Objective: We describe a 5-year prospective study of reproductive aging, and present analyses of steroid hormone and menstrual cycle changes with age.

Design: Participants were college-educated white women, primarily of northern European ancestry, recruited from the Tremin Research Program on Women's Health (n = 156, 25-58 years). In each of 5 consecutive years, they collected daily urine specimens for 6 months and recorded menstrual bleeds for all months. Urine specimens were assayed for estrone-3-glucuronide (E1G) and pregnanediol-3-glucuronide (PDG), urinary metabolites of estradiol and progesterone.
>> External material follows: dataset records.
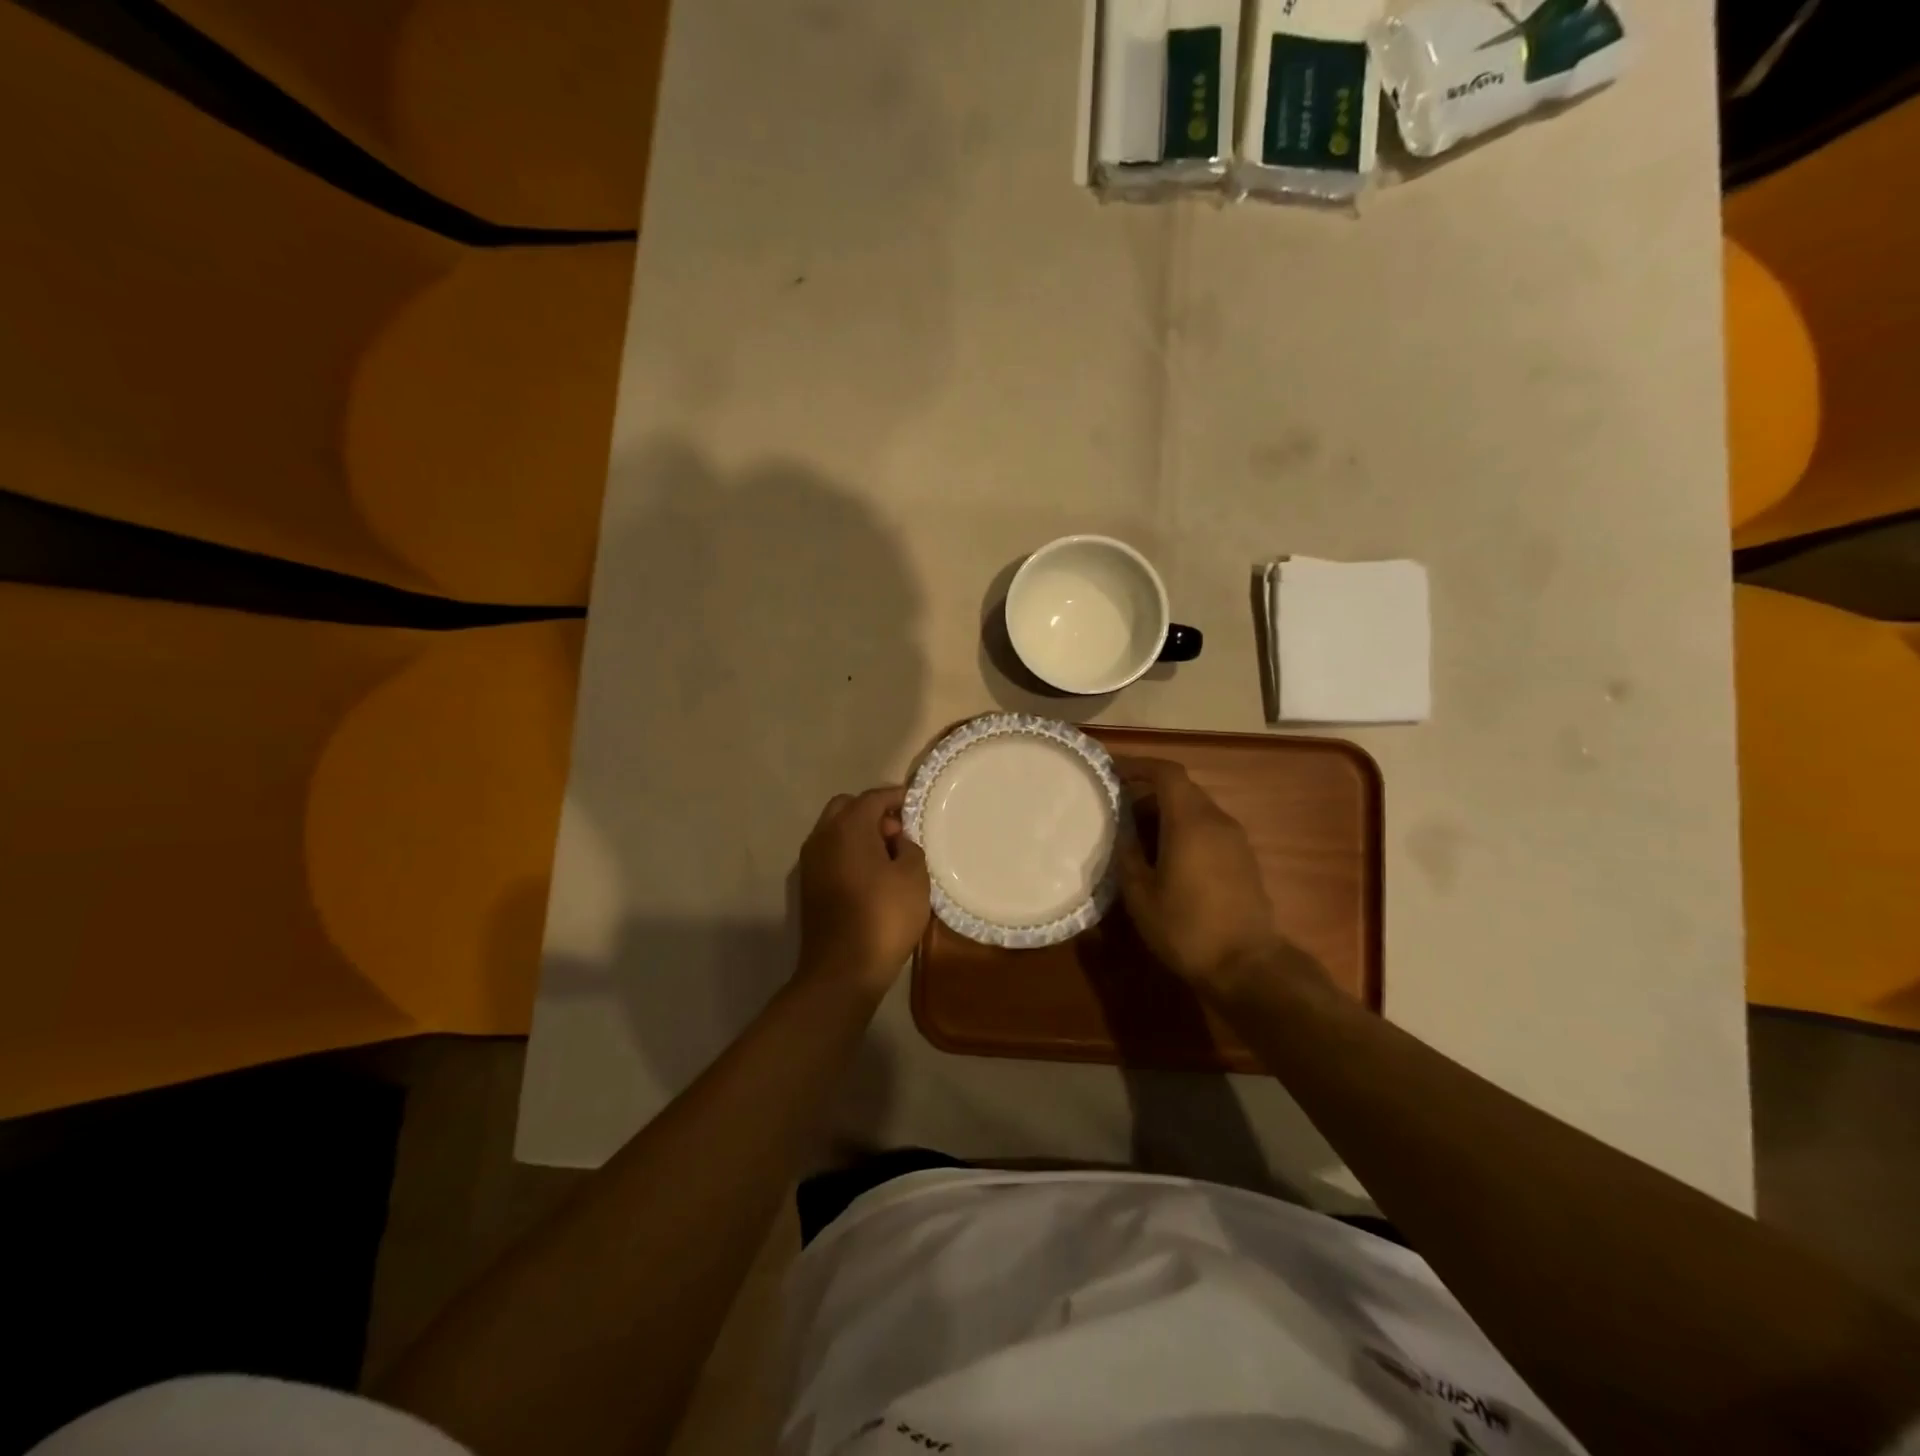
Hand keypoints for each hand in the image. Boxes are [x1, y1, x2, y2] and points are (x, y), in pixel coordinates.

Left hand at [797, 786, 930, 994]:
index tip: (916, 803)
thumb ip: (908, 847)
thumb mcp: (914, 877)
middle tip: (900, 832)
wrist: (842, 971)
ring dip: (859, 833)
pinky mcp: (808, 886)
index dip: (896, 797)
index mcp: (847, 827)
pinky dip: (849, 852)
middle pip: (847, 808)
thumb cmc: (883, 917)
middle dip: (873, 812)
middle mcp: (822, 837)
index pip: (873, 797)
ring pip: (835, 830)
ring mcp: (810, 862)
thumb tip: (895, 841)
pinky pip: (831, 853)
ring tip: (889, 855)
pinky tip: (872, 874)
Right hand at [1115, 758, 1287, 1001]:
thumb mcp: (1141, 895)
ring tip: (1136, 834)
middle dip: (1147, 791)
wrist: (1247, 966)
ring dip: (1165, 812)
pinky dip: (1184, 828)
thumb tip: (1122, 831)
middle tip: (1117, 808)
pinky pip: (1208, 828)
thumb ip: (1128, 854)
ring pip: (1196, 808)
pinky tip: (1165, 856)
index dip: (1138, 766)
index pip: (1167, 773)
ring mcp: (1235, 839)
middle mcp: (1217, 821)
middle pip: (1181, 788)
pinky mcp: (1243, 859)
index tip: (1112, 772)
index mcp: (1190, 822)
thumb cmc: (1186, 928)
Using multilevel models, we estimated hormone and cycle-length trajectories for individual women and within- and between-woman variance by age.

Results: At the aggregate level, PDG declined beginning in the 30s, E1G increased into the 40s before declining, and cycle length became more variable with age. Individual-level models revealed substantial hormonal variation across women, in both absolute levels and rates of change. Most women showed declining E1G by the late 40s, declining PDG in the 30s, and increasing mean cycle length in the 40s. Hormonal variation decreased with age; cycle length variation decreased and then increased. Within individual women, cycle lengths were highly variable while hormone levels were more stable. Women differed more from each other in hormone levels than for cycle lengths.

Conclusions: Aggregate-level analyses show general changes in steroid hormones and cycle length but cannot show variation within and across women. Individuals' cycle lengths were too variable to predict hormone levels. Clinicians should obtain more data on individual women's hormonal patterns when determining fertility or menopause treatments.